(Available data begins)

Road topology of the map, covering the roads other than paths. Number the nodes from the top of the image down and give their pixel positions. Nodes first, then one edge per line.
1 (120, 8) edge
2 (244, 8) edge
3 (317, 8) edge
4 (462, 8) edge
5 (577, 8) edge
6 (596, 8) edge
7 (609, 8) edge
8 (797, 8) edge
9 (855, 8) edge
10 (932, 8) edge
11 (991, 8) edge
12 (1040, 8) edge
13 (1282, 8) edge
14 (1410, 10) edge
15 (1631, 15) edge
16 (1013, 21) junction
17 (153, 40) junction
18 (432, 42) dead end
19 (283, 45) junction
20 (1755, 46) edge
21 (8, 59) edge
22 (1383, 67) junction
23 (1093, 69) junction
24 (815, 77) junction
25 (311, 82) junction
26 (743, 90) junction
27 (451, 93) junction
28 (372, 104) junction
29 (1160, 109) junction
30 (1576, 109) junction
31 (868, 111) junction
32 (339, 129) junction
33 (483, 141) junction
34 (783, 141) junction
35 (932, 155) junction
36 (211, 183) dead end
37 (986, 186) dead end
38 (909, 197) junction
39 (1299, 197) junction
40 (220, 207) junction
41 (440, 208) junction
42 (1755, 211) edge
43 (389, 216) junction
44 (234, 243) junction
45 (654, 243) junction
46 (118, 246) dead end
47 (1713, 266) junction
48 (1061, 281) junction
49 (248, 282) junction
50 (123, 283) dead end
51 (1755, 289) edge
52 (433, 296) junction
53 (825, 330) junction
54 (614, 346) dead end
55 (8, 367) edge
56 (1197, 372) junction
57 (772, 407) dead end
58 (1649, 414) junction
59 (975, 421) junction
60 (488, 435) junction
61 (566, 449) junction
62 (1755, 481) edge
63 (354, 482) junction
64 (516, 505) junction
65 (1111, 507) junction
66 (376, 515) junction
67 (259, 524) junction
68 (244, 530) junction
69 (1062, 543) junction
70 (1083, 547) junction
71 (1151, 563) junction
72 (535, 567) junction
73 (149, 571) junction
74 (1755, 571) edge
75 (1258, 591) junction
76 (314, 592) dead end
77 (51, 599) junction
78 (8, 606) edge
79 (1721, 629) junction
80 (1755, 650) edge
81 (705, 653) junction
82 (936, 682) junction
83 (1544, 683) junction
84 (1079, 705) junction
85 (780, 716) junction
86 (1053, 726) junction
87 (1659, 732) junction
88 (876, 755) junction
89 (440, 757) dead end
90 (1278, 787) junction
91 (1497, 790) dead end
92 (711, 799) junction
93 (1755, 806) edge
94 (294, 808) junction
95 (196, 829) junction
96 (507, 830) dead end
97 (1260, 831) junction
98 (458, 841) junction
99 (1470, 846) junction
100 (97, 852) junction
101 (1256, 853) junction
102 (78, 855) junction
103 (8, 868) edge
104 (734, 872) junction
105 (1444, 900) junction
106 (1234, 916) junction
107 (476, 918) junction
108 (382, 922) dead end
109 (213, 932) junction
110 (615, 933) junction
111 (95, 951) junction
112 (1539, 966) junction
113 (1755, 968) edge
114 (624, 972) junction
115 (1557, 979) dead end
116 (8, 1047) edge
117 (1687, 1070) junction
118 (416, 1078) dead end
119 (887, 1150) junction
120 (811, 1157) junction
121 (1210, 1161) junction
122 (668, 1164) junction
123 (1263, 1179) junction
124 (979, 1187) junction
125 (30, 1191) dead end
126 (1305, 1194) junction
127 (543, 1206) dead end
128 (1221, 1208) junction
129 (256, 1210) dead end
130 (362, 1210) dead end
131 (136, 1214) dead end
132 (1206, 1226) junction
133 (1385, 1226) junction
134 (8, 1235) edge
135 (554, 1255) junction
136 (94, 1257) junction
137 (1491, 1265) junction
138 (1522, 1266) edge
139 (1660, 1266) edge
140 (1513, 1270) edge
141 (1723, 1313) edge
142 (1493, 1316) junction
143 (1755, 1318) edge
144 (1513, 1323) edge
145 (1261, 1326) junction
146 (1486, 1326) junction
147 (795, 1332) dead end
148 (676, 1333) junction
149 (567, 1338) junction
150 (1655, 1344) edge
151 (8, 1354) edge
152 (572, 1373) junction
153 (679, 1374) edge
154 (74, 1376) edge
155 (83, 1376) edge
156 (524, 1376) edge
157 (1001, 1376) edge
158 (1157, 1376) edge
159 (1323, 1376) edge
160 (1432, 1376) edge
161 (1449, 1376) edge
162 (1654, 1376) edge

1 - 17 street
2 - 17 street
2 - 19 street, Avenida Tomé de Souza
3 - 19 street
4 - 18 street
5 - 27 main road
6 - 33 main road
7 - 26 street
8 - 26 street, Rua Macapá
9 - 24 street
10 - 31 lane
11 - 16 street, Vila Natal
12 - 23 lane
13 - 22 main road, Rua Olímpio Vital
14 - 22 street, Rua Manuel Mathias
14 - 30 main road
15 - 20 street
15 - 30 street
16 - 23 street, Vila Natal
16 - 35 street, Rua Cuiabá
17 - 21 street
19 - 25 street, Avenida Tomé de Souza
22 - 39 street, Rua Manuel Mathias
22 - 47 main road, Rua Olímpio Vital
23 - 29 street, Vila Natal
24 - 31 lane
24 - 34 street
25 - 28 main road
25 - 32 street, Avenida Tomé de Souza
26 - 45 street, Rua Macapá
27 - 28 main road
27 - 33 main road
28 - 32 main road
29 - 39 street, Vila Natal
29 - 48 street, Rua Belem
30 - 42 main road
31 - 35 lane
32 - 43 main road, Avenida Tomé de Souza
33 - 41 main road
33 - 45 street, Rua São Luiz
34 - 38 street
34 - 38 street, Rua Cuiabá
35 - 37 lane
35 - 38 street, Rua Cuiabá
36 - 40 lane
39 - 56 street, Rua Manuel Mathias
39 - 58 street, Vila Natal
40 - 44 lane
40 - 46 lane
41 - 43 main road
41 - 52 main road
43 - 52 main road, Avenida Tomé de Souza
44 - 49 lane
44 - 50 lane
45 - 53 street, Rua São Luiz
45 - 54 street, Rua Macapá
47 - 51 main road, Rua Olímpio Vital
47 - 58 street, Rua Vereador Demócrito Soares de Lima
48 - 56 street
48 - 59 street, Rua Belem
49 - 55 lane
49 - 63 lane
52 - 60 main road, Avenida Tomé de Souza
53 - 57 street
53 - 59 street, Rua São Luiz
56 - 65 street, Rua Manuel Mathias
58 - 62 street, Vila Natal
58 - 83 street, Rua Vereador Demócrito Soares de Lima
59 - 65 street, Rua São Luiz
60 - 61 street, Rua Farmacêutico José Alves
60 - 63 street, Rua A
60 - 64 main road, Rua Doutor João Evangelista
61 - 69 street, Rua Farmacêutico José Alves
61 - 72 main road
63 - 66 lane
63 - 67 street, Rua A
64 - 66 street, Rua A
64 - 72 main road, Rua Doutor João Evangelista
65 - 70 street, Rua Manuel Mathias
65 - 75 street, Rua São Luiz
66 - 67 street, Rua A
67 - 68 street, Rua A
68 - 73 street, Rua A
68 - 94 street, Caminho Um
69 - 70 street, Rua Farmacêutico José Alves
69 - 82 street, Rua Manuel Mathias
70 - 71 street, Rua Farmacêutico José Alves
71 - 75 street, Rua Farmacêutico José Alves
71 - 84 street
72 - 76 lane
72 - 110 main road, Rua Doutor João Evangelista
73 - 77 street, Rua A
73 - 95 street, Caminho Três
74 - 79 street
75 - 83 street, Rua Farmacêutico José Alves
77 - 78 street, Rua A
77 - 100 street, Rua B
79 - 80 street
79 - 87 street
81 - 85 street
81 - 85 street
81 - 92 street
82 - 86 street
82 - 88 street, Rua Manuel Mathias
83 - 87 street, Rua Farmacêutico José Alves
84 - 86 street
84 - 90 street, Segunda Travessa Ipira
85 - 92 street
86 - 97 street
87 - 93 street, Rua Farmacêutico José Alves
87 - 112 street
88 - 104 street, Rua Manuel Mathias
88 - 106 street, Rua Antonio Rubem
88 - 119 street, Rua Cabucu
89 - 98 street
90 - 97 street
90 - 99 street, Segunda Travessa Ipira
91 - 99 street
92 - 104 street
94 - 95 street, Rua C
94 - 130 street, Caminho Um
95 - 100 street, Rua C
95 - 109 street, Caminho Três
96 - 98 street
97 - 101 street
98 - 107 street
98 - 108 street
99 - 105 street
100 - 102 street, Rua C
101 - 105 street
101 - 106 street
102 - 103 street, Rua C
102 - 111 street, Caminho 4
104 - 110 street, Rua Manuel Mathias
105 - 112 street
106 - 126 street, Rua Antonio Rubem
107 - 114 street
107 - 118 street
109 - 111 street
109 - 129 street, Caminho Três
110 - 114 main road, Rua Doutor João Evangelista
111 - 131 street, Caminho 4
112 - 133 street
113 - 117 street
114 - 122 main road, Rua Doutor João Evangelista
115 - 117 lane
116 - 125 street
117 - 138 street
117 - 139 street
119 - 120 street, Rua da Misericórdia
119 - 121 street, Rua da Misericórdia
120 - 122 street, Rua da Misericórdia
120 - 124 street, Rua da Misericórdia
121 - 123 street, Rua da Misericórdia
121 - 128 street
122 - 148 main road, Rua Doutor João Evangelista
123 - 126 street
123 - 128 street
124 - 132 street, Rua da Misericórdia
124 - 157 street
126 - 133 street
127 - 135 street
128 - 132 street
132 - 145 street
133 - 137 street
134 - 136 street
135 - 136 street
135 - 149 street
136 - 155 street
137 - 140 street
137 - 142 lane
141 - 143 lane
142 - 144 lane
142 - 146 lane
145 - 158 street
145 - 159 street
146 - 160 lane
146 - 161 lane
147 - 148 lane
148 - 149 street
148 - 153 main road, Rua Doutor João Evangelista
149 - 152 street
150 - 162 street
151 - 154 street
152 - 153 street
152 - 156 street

(Available data ends)

→ Task description
A single number is the reply: the count of lines in the entries above that have the word "Vila".

→ Answer to this problem
6